◆ Your assignment
Work through the listing below, copying each line that carries the word "true".

◆ Dataset excerpts
--------------------------------

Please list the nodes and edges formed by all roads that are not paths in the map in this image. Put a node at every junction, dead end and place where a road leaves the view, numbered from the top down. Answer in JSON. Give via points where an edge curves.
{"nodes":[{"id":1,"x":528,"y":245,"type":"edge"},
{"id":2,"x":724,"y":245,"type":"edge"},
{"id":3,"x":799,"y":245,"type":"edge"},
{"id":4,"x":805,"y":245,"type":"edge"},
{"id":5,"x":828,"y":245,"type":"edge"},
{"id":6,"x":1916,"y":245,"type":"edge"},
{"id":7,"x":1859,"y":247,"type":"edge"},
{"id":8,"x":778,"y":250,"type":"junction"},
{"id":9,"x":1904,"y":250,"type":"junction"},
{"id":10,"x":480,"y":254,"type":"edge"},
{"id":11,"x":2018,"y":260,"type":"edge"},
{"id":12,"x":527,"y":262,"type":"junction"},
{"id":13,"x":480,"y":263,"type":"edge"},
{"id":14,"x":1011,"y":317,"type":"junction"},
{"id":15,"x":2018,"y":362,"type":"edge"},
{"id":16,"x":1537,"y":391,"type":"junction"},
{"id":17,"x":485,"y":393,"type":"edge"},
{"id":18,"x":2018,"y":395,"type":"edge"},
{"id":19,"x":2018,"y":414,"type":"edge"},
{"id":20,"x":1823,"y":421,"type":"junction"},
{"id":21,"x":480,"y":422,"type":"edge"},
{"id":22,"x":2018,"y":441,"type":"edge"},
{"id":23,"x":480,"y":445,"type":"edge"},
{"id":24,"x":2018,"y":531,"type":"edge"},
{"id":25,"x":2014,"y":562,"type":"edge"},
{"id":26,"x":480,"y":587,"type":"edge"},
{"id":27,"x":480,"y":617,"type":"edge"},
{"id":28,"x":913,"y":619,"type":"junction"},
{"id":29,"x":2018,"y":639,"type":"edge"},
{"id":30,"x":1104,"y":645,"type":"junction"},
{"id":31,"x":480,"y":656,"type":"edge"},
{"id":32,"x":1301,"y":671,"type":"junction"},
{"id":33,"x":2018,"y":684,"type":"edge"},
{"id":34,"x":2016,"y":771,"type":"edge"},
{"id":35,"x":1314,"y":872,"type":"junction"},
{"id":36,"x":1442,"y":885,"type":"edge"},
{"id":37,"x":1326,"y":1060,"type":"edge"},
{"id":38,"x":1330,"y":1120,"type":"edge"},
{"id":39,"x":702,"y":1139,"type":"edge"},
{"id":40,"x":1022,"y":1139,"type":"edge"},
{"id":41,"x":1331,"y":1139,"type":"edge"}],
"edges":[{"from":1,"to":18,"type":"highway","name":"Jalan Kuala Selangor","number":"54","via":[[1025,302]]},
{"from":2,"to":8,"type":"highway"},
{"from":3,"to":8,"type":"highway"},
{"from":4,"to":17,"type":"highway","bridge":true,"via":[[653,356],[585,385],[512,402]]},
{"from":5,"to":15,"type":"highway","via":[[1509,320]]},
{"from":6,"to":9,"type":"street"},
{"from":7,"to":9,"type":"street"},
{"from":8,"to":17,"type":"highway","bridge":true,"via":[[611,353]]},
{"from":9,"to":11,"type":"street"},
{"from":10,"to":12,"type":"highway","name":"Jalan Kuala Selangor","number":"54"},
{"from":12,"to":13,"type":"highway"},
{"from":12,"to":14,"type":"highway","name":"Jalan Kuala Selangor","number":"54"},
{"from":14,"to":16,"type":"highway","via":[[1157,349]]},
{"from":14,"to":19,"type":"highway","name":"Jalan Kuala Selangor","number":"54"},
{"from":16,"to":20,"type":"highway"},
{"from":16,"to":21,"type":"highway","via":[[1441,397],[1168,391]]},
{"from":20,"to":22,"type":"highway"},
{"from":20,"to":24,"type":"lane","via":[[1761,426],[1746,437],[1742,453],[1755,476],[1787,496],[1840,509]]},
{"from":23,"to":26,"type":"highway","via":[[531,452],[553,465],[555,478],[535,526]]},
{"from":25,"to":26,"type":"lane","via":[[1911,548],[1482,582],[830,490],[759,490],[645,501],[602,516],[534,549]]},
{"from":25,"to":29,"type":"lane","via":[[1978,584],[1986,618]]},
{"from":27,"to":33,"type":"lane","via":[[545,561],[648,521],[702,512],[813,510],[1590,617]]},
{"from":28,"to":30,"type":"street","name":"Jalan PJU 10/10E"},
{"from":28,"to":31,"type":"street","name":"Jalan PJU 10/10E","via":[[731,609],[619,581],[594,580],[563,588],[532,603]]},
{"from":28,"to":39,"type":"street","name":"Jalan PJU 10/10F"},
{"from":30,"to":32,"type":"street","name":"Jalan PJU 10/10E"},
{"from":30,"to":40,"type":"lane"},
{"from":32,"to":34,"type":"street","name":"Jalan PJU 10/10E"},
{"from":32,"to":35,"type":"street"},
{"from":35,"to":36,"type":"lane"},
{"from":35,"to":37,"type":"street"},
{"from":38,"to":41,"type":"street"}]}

--------------------------------

◆ Your response
{"from":4,"to":17,"type":"highway","bridge":true,"via":[[653,356],[585,385],[512,402]]},
{"from":8,"to":17,"type":"highway","bridge":true,"via":[[611,353]]},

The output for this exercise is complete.